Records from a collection
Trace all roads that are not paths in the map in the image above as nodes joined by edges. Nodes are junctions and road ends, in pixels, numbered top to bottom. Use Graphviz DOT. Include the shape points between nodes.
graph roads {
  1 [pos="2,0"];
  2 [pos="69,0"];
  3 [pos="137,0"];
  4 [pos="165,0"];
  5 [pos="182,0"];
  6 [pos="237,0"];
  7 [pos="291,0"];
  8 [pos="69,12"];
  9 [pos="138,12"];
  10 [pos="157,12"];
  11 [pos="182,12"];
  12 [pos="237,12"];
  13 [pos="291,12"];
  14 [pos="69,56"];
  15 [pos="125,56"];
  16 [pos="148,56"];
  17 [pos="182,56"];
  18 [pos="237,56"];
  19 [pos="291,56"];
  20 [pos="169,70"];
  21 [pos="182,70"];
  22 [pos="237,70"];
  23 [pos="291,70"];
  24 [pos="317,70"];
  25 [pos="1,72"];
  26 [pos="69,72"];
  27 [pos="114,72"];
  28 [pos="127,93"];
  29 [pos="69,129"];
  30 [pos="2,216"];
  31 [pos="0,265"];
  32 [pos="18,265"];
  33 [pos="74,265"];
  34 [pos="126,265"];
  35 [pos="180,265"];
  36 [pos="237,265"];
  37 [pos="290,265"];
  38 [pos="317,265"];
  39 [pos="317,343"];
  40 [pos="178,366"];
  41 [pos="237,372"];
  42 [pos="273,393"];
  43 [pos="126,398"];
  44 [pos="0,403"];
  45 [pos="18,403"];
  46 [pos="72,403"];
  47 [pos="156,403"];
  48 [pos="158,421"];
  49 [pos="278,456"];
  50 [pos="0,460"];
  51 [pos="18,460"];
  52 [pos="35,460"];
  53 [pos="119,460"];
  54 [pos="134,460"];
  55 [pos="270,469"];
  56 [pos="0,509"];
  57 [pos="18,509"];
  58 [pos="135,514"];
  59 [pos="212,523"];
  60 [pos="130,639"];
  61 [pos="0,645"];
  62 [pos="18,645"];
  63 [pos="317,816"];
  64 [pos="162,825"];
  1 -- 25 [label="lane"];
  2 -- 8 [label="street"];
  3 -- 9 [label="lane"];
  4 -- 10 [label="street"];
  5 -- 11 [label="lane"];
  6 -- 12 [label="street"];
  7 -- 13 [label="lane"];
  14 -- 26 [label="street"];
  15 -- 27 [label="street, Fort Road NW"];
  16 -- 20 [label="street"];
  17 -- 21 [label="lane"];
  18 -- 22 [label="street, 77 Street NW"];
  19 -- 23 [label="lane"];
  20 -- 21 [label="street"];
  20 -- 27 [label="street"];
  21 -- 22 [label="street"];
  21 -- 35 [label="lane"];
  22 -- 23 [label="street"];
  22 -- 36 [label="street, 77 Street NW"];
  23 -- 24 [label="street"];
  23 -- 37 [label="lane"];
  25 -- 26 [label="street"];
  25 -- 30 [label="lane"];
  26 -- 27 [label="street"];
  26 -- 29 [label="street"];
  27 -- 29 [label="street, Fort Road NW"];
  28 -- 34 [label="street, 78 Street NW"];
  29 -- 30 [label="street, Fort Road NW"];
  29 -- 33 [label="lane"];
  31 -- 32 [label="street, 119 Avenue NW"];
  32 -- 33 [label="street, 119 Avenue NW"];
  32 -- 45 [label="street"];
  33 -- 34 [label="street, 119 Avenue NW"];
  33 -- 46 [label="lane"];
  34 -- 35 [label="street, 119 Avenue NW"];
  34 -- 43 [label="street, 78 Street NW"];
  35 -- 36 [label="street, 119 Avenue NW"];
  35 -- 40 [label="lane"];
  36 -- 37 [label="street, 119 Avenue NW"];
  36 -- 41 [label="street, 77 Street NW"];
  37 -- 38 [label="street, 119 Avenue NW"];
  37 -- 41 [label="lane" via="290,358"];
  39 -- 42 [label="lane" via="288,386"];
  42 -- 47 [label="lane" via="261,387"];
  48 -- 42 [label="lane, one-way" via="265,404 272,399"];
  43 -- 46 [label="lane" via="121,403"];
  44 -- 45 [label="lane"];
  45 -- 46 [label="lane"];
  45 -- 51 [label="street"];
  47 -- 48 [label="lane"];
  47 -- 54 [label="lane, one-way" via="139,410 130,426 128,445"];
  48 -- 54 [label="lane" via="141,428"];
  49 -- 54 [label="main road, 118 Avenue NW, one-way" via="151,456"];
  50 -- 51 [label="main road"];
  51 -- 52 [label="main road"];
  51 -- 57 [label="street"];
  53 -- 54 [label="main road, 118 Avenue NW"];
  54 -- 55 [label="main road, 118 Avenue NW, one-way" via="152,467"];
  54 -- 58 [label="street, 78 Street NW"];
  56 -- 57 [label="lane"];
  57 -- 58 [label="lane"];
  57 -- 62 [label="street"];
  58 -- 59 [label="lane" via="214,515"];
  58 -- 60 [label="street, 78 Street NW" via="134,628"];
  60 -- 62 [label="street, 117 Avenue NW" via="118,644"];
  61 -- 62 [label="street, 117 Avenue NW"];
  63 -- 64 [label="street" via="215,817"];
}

_YOUR TASK_.
Every record must be given again exactly as it was written.

_WRITTEN ANSWER_.
Trace all roads that are not paths in the map in the image above as nodes joined by edges. Nodes are junctions and road ends, in pixels, numbered top to bottom. Use Graphviz DOT. Include the shape points between nodes.
graph roads {
  1 [pos="2,0"];
  2 [pos="69,0"];
  3 [pos="137,0"];
  4 [pos="165,0"];
  5 [pos="182,0"];
  6 [pos="237,0"];
  7 [pos="291,0"];
  8 [pos="69,12"];
  9 [pos="138,12"];
  10 [pos="157,12"];
  11 [pos="182,12"];
  12 [pos="237,12"];
  13 [pos="291,12"];
  14 [pos="69,56"];
  15 [pos="125,56"];
  16 [pos="148,56"];
  17 [pos="182,56"];
  18 [pos="237,56"];
  19 [pos="291,56"];
  20 [pos="169,70"];
  21 [pos="182,70"];
  22 [pos="237,70"];
  23 [pos="291,70"];
  24 [pos="317,70"];
  25 [pos="1,72"];
  26 [pos="69,72"];
  27 [pos="114,72"];
  28 [pos="127,93"];
  29 [pos="69,129"];
  30 [pos="2,216"];
  31 [pos="0,265"];
  32 [pos="18,265"];
  33 [pos="74,265"];
  34 [pos="126,265"];
  35 [pos="180,265"];
  36 [pos="237,265"];
  37 [pos="290,265"];
  38 [pos="317,265"];
  39 [pos="317,343"];
  40 [pos="178,366"];
  41 [pos="237,372"];
  42 [pos="273,393"];
  43 [pos="126,398"];
  44 [pos="0,403"];
  45 [pos="18,403"];
  46 [pos="72,403"];
  47 [pos="156,403"];
  48 [pos="158,421"];
  49 [pos="278,456"];
  50 [pos="0,460"];
  51 [pos="18,460"];
  52 [pos="35,460"];
  53 [pos="119,460"];
  54 [pos="134,460"];
  55 [pos="270,469"];
  56 [pos="0,509"];
  57 [pos="18,509"];
  58 [pos="135,514"];
  59 [pos="212,523"];
  60 [pos="130,639"];
  61 [pos="0,645"];
  62 [pos="18,645"];
  63 [pos="317,816"];
  64 [pos="162,825"];
  1 -- 25 [label="lane"];
  2 -- 8 [label="street"];
  3 -- 9 [label="lane"];
  4 -- 10 [label="street"];
  5 -- 11 [label="lane"];
  6 -- 12 [label="street"];
  7 -- 13 [label="lane"];
  14 -- 26 [label="street"];
  15 -- 27 [label="street, Fort Road NW"];
  16 -- 20 [label="street"];
  17 -- 21 [label="lane"];
  18 -- 22 [label="street, 77 Street NW"];
  19 -- 23 [label="lane"];
  20 -- 21 [label="street"];
  20 -- 27 [label="street"];
  21 -- 22 [label="street"];
  21 -- 35 [label="lane"];
  22 -- 23 [label="street"];
  22 -- 36 [label="street, 77 Street NW"];
  23 -- 24 [label="street"];
  23 -- 37 [label="lane"];
  25 -- 26 [label="street"];
  25 -- 30 [label="lane"];
  26 -- 27 [label="street"];
  26 -- 29 [label="street"];
  27 -- 29 [label="street, Fort Road NW"];
  28 -- 34 [label="street, 78 Street NW"];
  29 -- 30 [label="street, Fort Road NW"];
  29 -- 33 [label="lane"];
  31 -- 32 [label="street, 119 Avenue NW"];
  32 -- 33 [label="street, 119 Avenue NW"];
  32 -- 45 [label="street"];
  33 -- 34 [label="street, 119 Avenue NW"];
  33 -- 46 [label="lane"];
  34 -- 35 [label="street, 119 Avenue NW"];
  34 -- 43 [label="street, 78 Street NW"];
  35 -- 36 [label="street, 119 Avenue NW"];
  35 -- 40 [label="lane"];
  36 -- 37 [label="street, 119 Avenue NW"];
  36 -- 41 [label="street, 77 Street NW"];
  37 -- 38 [label="street, 119 Avenue NW"];
  37 -- 41 [label="lane" via="290,358"];
  39 -- 42 [label="lane" via="288,386"];
  42 -- 47 [label="lane" via="261,387"];
  48 -- 42 [label="lane, one-way" via="265,404 272,399"];
  43 -- 46 [label="lane" via="121,403"];
  44 -- 45 [label="lane"];
  45 -- 46 [label="lane"];
  45 -- 51 [label="street"];
  47 -- 48 [label="lane"];
  47 -- 54 [label="lane, one-way" via="139,410 130,426 128,445"];
  48 -- 54 [label="lane" via="141,428"];
  49 -- 54 [label="main road, 118 Avenue NW, one-way" via="151,456"];
  50 -- 51 [label="main road"];
  51 -- 52 [label="main road"];
  51 -- 57 [label="street"];
  53 -- 54 [label="main road, 118 Avenue NW"];
  54 -- 55 [label="main road, 118 Avenue NW, one-way" via="152,467"];
  54 -- 58 [label="street, 78 Street NW"];
  56 -- 57 [label="lane"];
  57 -- 58 [label="lane"];
  57 -- 62 [label="street"];
  58 -- 59 [label="lane" via="214,515"];
  58 -- 60 [label="street, 78 Street NW" via="134,628"];
  60 -- 62 [label="street, 117 Avenue NW" via="118,644"];
  61 -- 62 [label="street, 117 Avenue NW"];
  63 -- 64 [label="street" via="215,817"];
}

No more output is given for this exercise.